Control water. That’s the whole thing in a nutshell. It’s the three sisters: wood, steel, and water. You can have any two sisters you want and they get along great, but you put all three sisters together and you’ve got a catfight. [Water is] the one thing that you can control. You can’t control the wood. The wood’s already there. You can’t control the steel. They nailed the boards on. The one thing you can control is the water. Control water; get water away from the wood, with paint [or] however you have to go about doing it.
You’ve called on other craftsmen to share their knowledge with the next generation, and you want young people to understand that working with their hands is a noble occupation. Why do you feel this is so important, and how do you suggest someone start if they want to learn more about craft[ing]?
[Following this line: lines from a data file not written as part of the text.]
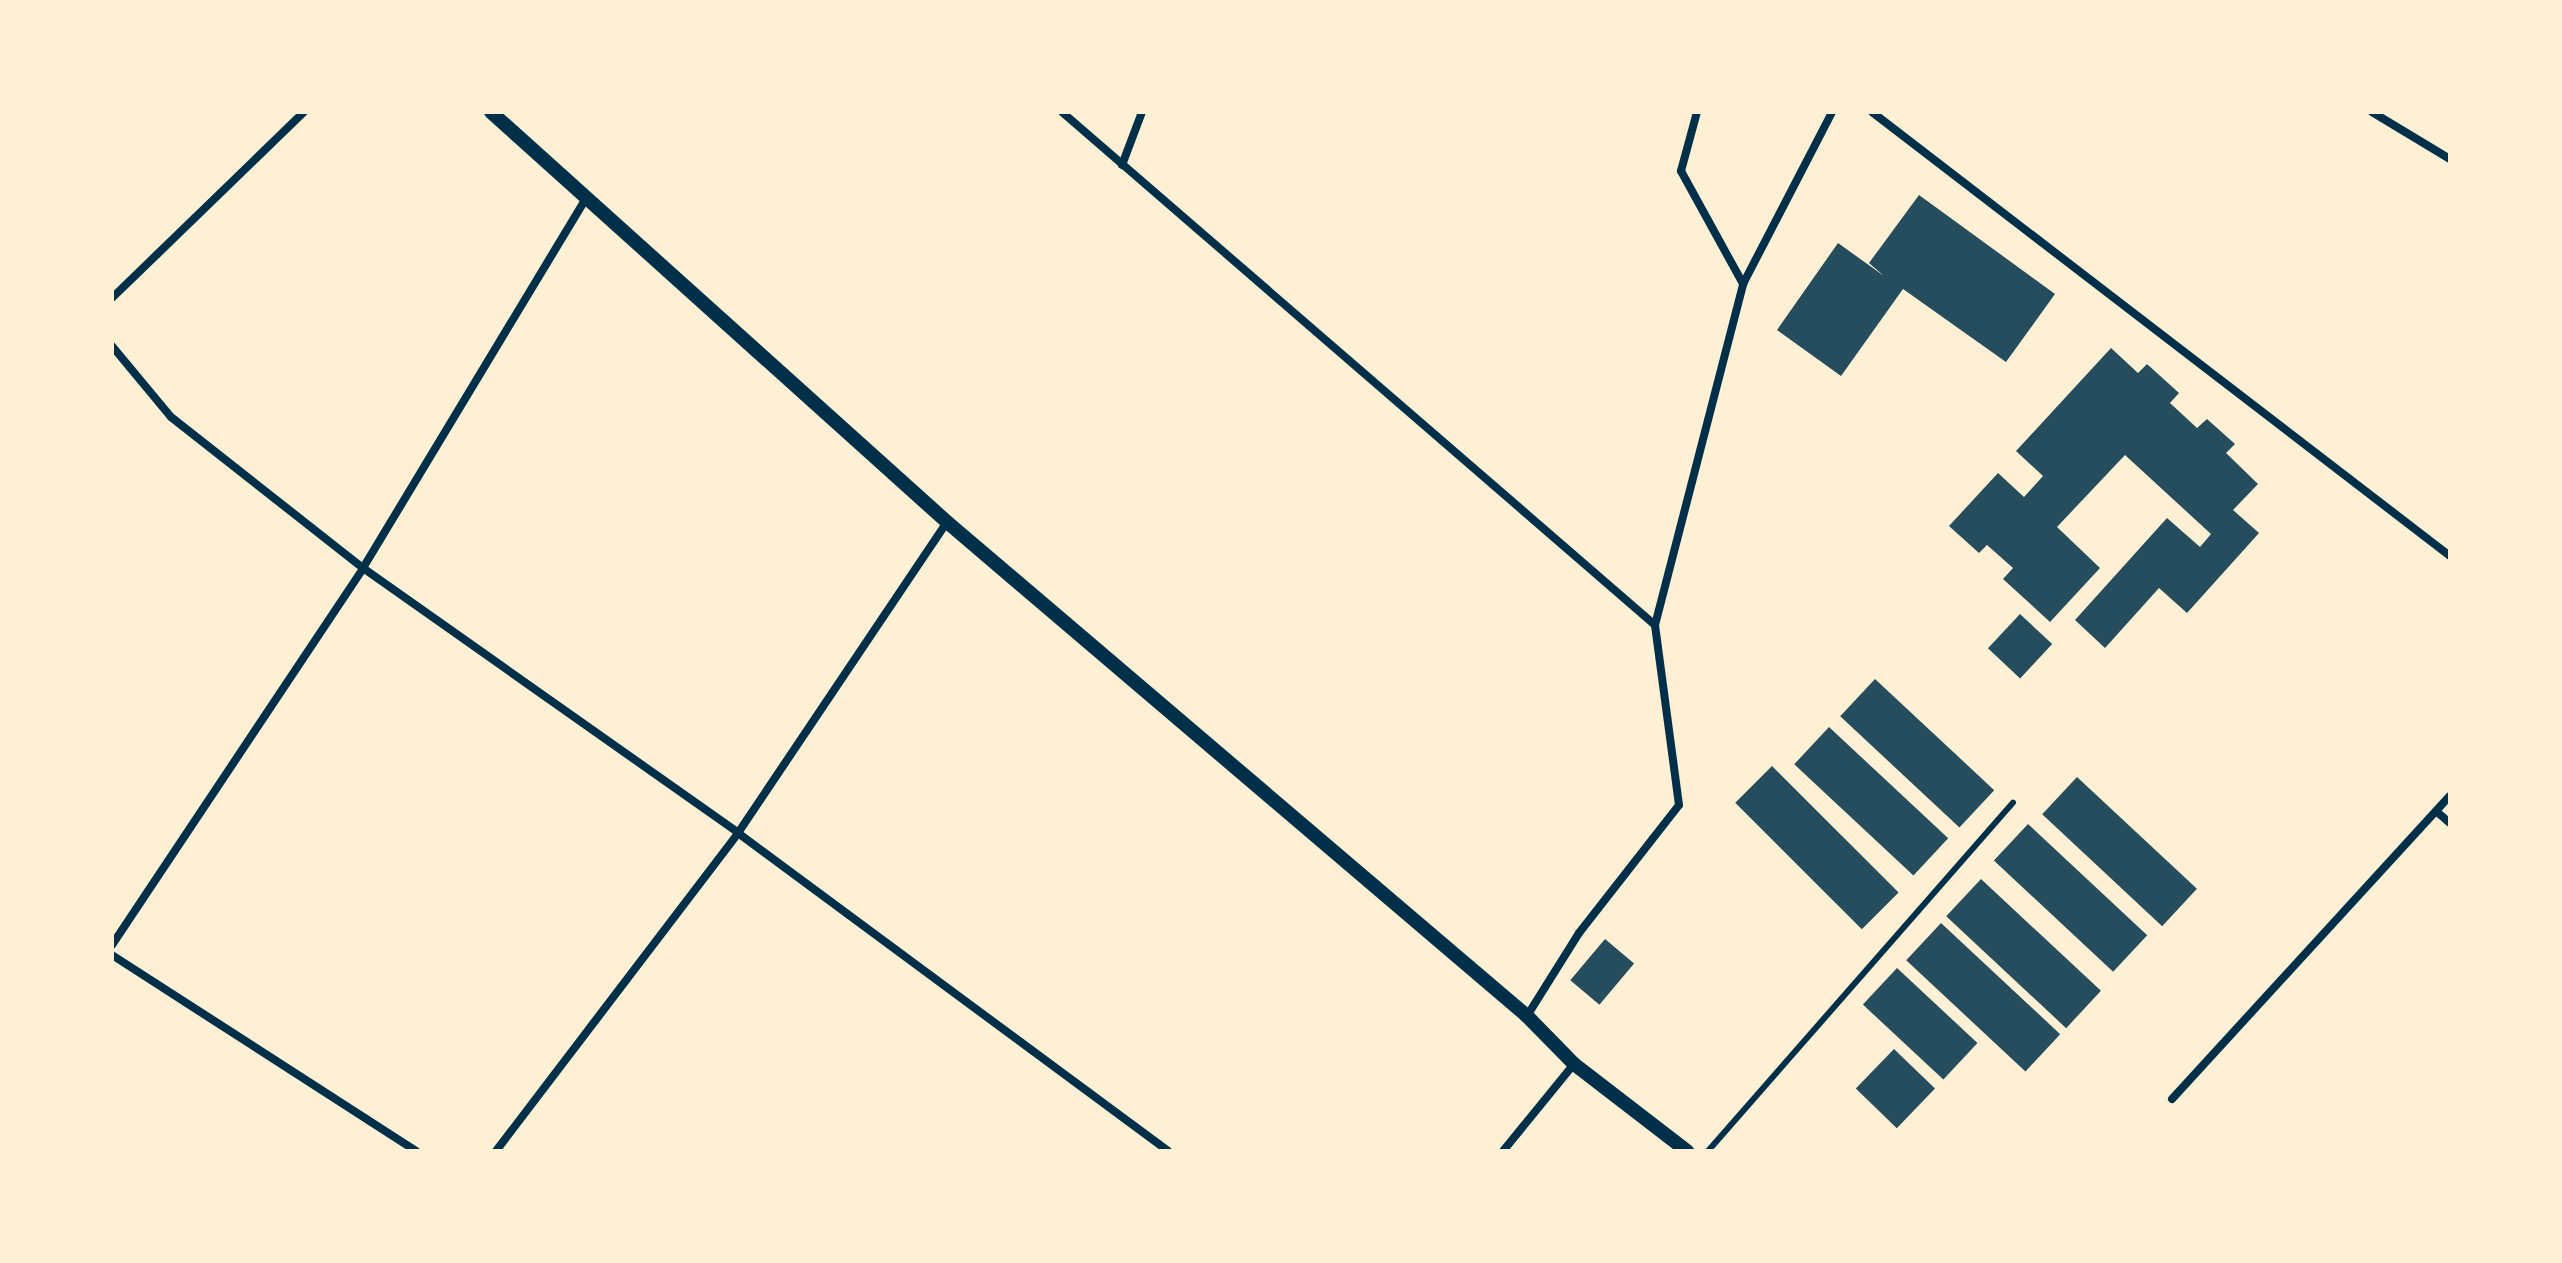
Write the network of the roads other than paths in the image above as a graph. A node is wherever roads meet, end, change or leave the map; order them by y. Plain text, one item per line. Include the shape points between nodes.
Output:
1 (304, 112) edge
2 (491, 112) edge
3 (1062, 112) edge
4 (1142, 112) edge
5 (1697, 112) edge
6 (1832, 112) edge
7 (1872, 112) edge
8 (2372, 112) edge
9 (2450, 159) edge
10 (1122, 165) junction
11 (586, 198) junction
12 (1743, 284) junction
13 (112, 298) edge
14 (112, 346) edge
15 (947, 522) junction
16 (2450, 556) edge
17 (363, 568) junction
18 (1655, 625) junction
19 (2450, 796) edge
20 (2013, 803) dead end
21 (2436, 811) junction
22 (2450, 823) edge
23 (738, 833) junction
24 (112, 945) edge
25 (112, 955) edge
26 (1527, 1016) junction
27 (1574, 1064) junction
28 (2172, 1099) dead end
29 (416, 1151) edge
30 (496, 1151) edge
31 (1168, 1151) edge
32 (1503, 1151) edge
33 (1687, 1151) edge
34 (1708, 1151) edge

1 - 13 street
2 - 11 street
3 - 10 street
4 - 10 street
5 - 12 street via 1681,171
6 - 12 street
7 - 16 street
8 - 9 street
10 - 18 street
11 - 15 street
11 - 17 street
12 - 18 street
14 - 17 street via 171,417
15 - 23 street
15 - 26 street
17 - 23 street
17 - 24 street
18 - 26 street via 1679,805 1579,933
19 - 21 street
20 - 34 lane
21 - 22 street
21 - 28 street
23 - 30 street
23 - 31 street
25 - 29 street
26 - 27 street
27 - 32 street
27 - 33 street

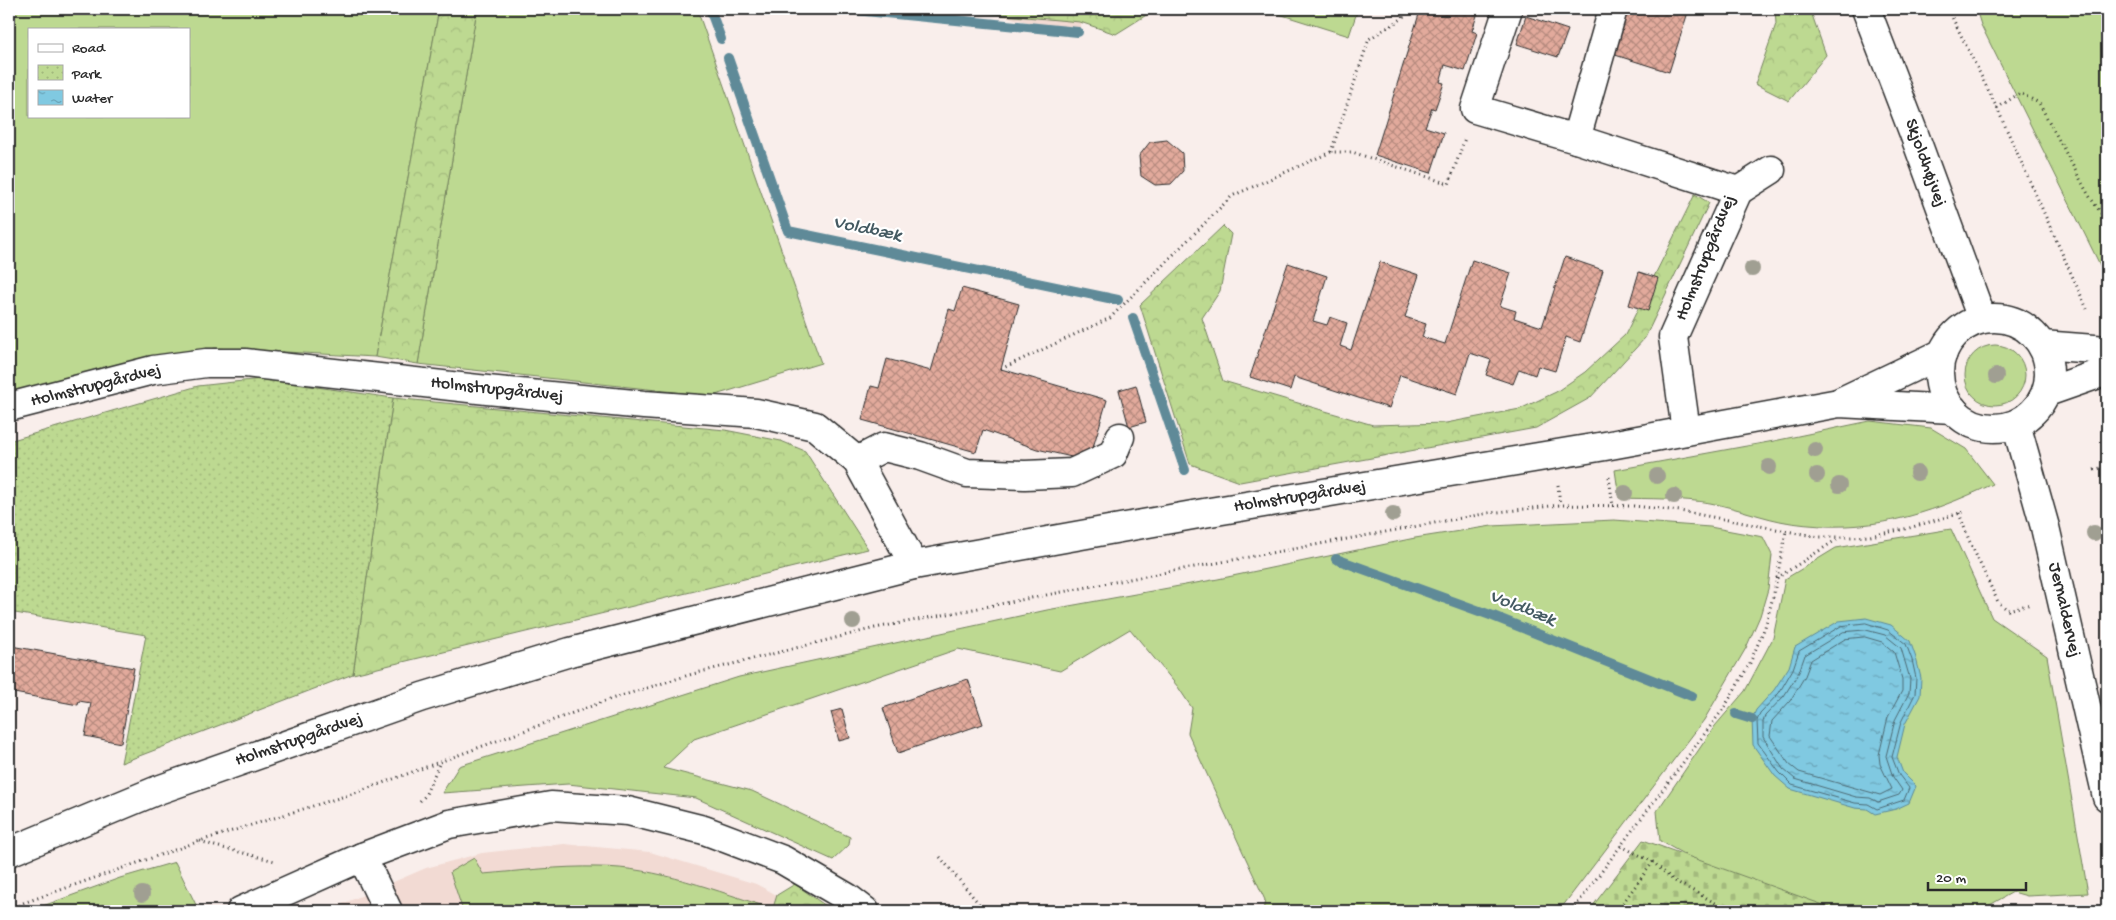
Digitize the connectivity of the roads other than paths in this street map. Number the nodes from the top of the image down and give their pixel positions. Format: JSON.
{"nodes":[{"id":1,"x":1508,"y":9,"type":"edge"},
{"id":2,"x":1613,"y":9,"type":"edge"},
{"id":3,"x":1866,"y":9,"type":"edge"},
{"id":4,"x":1576,"y":139,"type":"junction"},
{"id":5,"x":1771,"y":170,"type":"dead end"},
{"id":6,"x":1738,"y":191,"type":"junction"},
{"id":7,"x":1982,"y":319,"type":"junction"},
{"id":8,"x":2042,"y":345,"type":"junction"},
{"id":9,"x":2107,"y":350,"type":"edge"},
{"id":10,"x":1943,"y":353,"type":"junction"},
{"id":11,"x":2107,"y":372,"type":"edge"},
{"id":12,"x":2047,"y":392,"type":"junction"},
{"id":13,"x":1839,"y":402,"type":"junction"},
{"id":14,"x":9,"y":407,"type":"edge"},
{"id":15,"x":1952,"y":409,"type":"junction"},
{"id":16,"x":2016,"y":424,"type":"junction"},
{"id":17,"x":1686,"y":432,"type":"junction"},
{"id":18,"x":1120,"y":437,"type":"dead end"},
{"id":19,"x":857,"y":461,"type":"junction"},
{"id":20,"x":914,"y":565,"type":"junction"},
{"id":21,"x":2107,"y":798,"type":"edge"},
{"id":22,"x":9,"y":852,"type":"edge"},
{"id":23,"x":362,"y":857,"type":"junction"},
{"id":24,"x":241,"y":911,"type":"edge"},
{"id":25,"x":388,"y":911,"type":"edge"},
{"id":26,"x":865,"y":911,"type":"edge"}],
"edges":[{"from":1,"to":4,"type":"street","name":"Holmstrupgårdvej"},
{"from":2,"to":4,"type":"street"},
{"from":3,"to":7,"type":"street","name":"Skjoldhøjvej"},
{"from":4,"to":6,"type":"street","name":"Holmstrupgårdvej"},
{"from":5,"to":6,"type":"street"},
{"from":6,"to":17,"type":"street","name":"Holmstrupgårdvej"},
{"from":7,"to":8,"type":"street"},
{"from":7,"to":10,"type":"street"},
{"from":8,"to":9,"type":"street"},
{"from":8,"to":12,"type":"street"},
{"from":10,"to":13,"type":"street","name":"Holmstrupgårdvej"},
{"from":10,"to":15,"type":"street"},
{"from":11,"to":12,"type":"street"},
{"from":12,"to":16,"type":"street"},
{"from":13,"to":15,"type":"street","name":"Holmstrupgårdvej"},
{"from":13,"to":17,"type":"street","name":"Holmstrupgårdvej"},
{"from":14,"to":19,"type":"street","name":"Holmstrupgårdvej"},
{"from":15,"to":16,"type":"street"},
{"from":16,"to":21,"type":"street","name":"Jernaldervej"},
{"from":17,"to":20,"type":"street","name":"Holmstrupgårdvej"},
{"from":18,"to":19,"type":"street"},
{"from":19,"to":20,"type":"street","name":"Holmstrupgårdvej"},
{"from":20,"to":22,"type":"street","name":"Holmstrupgårdvej"},
{"from":23,"to":24,"type":"street"},
{"from":23,"to":25,"type":"street"},
{"from":23,"to":26,"type":"street"}]}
It’s important because most of the education field and media field are not telling young people that there is a life in the trades, a good life. The trades are screaming at the top of their lungs, "We need people; we’re paying big money," and I’m talking big money. And nobody’s hearing it.
Our senator years ago … came down to the shop. She and I talked, and she said, "Yes, yes, yes, you’re right," and then turned right around the next day and said, "Without a college education, you’re not going to go anywhere." That rolls off our tongue[s] now. That’s been hammered into us so long that people say it without even hearing the words. But guys like me hear those words, and we hear, "We’re not going anywhere." And that is not the message to be sending.
There’s only two kinds of jobs in the whole world. There’s a job [in which] you take a shower before you go to work in the morning, and there’s a job [in which] you take a shower when you come home from work at night. And the world needs both of us.
Are there any exciting projects on the horizon you’d like to share?
We may be starting to build a craftsman’s village. Viv and I started beating the drum for this idea in 1990, and it may this year start to happen. That’s in the 10 acres next door to us. That’s an exciting thing for me.
"The Craftsman" is now streaming on HBO Max, discovery+, and the Magnolia app.
This interview has been edited for clarity.